WE have as it were touched the heart of the Apostle as he weighs the prospect of his Roman visit, and feels, almost in one sensation, the tender and powerful attraction, the solemn duty, and the strange solicitation to shrink from the deliverance of his message. Now his lifted forehead, just lighted up by the radiant truth of Righteousness by Faith, is shadowed suddenly. He is not ashamed of the Gospel; he will speak it out, if need be, in the Cæsar's own presence, and in that of his brilliant and cynical court. For there is a pressing, an awful need that he should thus "despise the shame." The very conditions in human life which occasion an instinctive tendency to be reticent of the Gospel, are facts of dreadful urgency and peril. Man does not like to be exposed to himself, and to be summoned to the faith and surrender claimed by Christ. But man, whatever he likes or dislikes, is a sinner, exposed to the eyes of the All-Pure, and lying helpless, amidst all his dreams of pride, beneath the wrath of God. Such is the logic of this stern sequel to the affirmation, "I am not ashamed."

Ver. 18.

For God's wrath is revealed, from heaven, upon all godlessness and unrighteousness of men who in unrighteousness hold down the truth. "God's wrath is revealed"; Revealed in "the holy Scriptures," in every history, by every Prophet, by every Psalmist; this perhaps is the main bearing of his thought. But revealed also antecedently and concurrently in that mysterious, inalienable conscience, which is more truly part of man than his five senses. Conscience sees that there is an eternal difference between right and wrong, and feels, in the dark, the relation of that difference to a law, a Lawgiver, and a doom. Conscience is aware of a fiery light beyond the veil. Revelation meets its wistful gaze, lifts the veil, and affirms the fact of the wrath of God, and of His judgment coming.

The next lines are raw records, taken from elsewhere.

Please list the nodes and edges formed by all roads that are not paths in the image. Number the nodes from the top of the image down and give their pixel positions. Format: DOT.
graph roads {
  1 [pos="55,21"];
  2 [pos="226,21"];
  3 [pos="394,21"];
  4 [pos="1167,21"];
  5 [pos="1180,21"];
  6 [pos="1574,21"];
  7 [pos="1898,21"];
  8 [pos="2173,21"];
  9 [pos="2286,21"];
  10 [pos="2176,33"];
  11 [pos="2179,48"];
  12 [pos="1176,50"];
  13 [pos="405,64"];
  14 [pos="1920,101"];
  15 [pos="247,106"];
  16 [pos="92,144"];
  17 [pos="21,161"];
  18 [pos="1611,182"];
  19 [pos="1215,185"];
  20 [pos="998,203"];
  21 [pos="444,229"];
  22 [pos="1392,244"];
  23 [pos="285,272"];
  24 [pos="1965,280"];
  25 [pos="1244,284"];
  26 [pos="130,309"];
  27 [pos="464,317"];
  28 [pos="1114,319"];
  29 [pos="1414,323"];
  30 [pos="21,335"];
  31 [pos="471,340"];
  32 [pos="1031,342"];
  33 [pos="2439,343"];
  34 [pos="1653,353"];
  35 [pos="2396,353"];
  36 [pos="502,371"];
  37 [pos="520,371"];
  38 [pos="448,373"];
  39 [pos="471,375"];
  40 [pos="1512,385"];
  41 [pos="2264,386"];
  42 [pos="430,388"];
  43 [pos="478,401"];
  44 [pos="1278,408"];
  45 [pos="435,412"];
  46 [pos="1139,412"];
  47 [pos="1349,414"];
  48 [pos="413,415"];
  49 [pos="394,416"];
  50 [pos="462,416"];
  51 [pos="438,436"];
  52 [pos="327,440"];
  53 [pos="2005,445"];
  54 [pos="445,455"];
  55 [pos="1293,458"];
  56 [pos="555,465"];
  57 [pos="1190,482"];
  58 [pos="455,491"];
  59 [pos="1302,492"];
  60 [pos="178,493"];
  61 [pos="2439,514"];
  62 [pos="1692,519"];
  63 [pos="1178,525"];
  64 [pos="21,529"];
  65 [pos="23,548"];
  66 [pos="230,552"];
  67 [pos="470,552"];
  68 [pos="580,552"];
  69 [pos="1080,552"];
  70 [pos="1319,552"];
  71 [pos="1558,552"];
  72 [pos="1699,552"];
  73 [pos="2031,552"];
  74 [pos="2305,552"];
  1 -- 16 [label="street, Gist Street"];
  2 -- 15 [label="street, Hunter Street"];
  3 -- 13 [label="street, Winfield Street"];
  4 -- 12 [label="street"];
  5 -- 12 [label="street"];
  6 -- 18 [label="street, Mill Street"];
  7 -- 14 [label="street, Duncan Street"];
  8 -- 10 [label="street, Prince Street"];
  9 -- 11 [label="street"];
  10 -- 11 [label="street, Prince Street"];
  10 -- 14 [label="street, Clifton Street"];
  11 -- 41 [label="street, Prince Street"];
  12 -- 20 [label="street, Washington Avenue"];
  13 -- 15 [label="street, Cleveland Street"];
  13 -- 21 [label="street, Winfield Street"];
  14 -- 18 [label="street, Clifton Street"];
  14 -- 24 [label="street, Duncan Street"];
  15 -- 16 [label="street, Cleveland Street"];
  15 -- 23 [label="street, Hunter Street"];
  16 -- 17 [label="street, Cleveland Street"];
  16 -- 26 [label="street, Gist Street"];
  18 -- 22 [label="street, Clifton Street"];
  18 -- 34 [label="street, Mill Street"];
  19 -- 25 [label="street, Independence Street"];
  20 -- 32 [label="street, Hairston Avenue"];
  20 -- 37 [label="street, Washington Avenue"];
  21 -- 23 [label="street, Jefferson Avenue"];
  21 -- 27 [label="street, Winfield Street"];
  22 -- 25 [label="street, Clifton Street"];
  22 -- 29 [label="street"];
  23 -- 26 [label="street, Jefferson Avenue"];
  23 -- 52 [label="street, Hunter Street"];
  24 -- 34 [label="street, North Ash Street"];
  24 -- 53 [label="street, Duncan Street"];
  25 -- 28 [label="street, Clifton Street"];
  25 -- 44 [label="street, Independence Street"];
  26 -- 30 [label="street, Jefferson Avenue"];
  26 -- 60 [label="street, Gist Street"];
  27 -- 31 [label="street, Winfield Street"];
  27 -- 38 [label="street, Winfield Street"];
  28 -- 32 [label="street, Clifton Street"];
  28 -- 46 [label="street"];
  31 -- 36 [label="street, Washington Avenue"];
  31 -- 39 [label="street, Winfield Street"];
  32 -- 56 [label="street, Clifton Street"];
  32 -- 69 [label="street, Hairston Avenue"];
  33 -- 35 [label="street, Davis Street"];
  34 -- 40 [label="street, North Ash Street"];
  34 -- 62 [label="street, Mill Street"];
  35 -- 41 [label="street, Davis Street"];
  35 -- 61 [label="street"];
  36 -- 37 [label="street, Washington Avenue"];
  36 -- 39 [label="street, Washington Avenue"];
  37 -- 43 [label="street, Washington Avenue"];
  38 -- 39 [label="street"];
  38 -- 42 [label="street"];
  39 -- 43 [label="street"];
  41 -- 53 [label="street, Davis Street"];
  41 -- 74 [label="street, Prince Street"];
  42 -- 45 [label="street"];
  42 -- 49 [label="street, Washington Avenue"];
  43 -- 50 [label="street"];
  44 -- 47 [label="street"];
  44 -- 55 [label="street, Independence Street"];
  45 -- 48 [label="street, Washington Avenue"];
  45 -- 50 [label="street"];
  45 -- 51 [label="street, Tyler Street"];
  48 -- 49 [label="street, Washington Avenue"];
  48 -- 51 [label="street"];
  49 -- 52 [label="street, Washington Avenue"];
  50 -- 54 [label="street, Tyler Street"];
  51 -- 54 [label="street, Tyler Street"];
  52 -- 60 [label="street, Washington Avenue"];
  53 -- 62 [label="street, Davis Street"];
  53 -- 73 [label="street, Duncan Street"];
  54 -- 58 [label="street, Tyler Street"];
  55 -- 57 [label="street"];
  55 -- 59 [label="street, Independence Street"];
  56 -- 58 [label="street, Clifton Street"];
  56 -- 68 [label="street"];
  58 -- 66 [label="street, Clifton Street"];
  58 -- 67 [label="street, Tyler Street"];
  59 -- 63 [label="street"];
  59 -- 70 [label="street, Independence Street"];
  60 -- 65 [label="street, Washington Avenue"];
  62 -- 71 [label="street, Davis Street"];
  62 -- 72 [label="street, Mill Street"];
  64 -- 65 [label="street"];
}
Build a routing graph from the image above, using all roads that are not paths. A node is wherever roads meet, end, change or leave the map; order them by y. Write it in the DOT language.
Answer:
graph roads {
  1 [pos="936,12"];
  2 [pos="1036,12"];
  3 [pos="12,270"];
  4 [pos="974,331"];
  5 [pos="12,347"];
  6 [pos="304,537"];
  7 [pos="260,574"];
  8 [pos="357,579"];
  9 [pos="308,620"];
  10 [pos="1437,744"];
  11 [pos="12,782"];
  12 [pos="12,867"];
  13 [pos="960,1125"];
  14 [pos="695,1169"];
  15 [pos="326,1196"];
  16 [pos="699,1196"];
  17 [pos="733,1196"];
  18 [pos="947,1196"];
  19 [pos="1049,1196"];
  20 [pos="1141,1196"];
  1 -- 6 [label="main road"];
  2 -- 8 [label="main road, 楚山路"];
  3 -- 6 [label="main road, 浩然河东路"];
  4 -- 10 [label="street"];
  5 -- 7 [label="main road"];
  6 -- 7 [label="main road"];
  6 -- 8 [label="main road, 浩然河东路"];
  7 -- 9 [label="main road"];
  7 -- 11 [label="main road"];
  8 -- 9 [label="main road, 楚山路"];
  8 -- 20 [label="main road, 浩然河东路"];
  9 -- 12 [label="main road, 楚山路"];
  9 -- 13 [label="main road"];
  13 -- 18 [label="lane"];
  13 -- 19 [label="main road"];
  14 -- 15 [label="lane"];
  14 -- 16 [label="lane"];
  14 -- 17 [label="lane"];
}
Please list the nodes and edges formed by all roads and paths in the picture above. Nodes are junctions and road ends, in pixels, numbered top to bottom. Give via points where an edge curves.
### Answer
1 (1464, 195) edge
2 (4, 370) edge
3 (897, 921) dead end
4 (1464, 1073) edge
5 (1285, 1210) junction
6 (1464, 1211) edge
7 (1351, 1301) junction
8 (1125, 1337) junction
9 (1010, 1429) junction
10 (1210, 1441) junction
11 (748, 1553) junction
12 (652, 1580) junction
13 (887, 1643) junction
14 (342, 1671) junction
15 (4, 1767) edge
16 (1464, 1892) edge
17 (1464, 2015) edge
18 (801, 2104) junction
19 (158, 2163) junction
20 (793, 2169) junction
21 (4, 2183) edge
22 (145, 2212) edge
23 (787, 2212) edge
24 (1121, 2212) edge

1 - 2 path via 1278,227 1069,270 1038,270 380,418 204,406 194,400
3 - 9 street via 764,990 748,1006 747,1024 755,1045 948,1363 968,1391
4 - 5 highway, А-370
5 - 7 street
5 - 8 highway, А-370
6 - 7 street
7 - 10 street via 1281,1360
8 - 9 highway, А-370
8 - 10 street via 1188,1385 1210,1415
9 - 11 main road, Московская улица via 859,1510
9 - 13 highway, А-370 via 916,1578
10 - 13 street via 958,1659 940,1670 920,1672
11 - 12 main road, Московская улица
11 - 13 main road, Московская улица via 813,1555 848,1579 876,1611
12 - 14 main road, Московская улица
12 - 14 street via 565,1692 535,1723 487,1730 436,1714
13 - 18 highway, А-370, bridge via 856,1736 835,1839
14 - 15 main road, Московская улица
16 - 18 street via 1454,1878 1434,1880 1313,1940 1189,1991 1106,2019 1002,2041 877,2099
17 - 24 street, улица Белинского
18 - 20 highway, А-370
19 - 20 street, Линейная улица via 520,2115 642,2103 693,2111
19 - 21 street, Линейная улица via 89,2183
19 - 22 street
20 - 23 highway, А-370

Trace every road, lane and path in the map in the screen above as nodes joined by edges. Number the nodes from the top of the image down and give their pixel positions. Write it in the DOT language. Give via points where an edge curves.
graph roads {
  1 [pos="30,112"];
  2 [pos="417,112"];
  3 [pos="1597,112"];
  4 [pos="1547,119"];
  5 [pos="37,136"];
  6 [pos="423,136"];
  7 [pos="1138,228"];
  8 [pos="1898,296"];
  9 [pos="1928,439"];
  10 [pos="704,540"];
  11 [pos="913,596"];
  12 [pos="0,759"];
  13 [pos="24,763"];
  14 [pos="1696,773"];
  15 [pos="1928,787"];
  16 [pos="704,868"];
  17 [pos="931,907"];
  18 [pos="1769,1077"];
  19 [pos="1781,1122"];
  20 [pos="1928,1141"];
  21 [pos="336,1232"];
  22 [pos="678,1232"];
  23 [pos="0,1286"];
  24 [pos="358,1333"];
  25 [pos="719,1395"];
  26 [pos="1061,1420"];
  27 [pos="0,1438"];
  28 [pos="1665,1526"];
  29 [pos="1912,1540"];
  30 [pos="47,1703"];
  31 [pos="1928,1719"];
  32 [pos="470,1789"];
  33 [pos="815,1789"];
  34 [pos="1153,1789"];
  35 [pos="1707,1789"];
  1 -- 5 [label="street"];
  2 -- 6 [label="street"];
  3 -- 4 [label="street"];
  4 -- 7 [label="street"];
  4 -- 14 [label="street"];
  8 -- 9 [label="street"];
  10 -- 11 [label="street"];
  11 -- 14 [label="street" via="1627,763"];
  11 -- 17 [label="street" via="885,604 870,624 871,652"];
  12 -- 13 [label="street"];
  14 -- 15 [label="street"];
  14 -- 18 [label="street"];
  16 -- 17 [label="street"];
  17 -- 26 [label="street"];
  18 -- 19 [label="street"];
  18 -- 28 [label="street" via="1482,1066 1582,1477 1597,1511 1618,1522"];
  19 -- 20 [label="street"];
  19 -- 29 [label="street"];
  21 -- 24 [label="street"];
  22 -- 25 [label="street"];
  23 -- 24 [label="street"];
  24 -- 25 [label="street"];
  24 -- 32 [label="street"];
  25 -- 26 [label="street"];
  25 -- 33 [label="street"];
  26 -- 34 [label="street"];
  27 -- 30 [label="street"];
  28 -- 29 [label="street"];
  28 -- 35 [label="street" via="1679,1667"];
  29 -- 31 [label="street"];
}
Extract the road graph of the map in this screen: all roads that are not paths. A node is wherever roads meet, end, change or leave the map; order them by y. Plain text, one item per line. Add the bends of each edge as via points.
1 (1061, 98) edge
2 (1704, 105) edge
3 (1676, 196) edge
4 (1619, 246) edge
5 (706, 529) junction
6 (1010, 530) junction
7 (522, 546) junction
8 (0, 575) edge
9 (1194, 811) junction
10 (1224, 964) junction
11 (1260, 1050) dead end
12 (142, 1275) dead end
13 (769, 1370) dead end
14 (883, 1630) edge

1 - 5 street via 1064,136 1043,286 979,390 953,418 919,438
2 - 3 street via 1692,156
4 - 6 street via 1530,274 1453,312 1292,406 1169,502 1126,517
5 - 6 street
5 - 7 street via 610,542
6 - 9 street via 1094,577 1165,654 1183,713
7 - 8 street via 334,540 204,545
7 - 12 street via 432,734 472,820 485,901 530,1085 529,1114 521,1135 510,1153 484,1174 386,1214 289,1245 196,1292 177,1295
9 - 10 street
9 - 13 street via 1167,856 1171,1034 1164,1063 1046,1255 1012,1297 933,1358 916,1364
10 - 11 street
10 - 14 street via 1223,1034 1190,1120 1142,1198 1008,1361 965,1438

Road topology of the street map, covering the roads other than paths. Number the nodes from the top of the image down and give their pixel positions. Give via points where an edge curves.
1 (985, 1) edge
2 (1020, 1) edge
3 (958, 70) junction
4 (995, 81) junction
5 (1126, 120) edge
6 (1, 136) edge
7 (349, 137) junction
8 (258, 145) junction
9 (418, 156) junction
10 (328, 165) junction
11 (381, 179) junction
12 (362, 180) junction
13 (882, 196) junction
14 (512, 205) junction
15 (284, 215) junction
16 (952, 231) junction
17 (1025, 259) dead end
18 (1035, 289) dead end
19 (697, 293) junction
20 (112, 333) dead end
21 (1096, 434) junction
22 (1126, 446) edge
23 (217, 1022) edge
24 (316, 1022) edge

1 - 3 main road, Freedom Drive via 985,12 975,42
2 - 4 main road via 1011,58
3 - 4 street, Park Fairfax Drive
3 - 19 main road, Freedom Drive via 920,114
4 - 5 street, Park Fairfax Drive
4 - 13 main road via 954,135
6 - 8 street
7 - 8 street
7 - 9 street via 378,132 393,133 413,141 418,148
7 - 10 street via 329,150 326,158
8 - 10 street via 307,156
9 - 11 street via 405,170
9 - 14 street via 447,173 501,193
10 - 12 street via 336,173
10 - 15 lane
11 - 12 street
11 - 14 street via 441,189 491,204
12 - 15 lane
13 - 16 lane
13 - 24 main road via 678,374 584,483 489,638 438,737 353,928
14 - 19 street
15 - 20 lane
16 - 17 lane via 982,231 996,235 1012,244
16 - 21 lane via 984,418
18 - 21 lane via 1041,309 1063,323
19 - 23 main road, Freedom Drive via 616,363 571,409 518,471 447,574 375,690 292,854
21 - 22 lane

Let us not shun that "revelation." It is not the Gospel. The Gospel, as we have seen, is in itself one pure warm light of life and love. But then it can never be fully understood until, sooner or later, we have seen something, and believed something, of the truth of the anger of the Holy One. From our idea of that anger let us utterly banish every thought of impatience, of haste, of what is arbitrary, of what is in the faintest degree unjust, inequitable. It is the anger of Him who never for a moment can be untrue to Himself; and He is Love, and is Light. But He is also, so also says His Word, consuming Fire (Heb. x. 31, xii. 29); and it is "a fearful thing to fall into His hands." Nowhere and never is God not Love, as the Maker and Preserver of His creatures. But nowhere also and never is He not Fire, as the judicial Adversary of evil, the Antagonist of the will that chooses sin. Is there "nothing in God to fear"? "Yea," says His Son (Luke xii. 5), "I say unto you, fear Him."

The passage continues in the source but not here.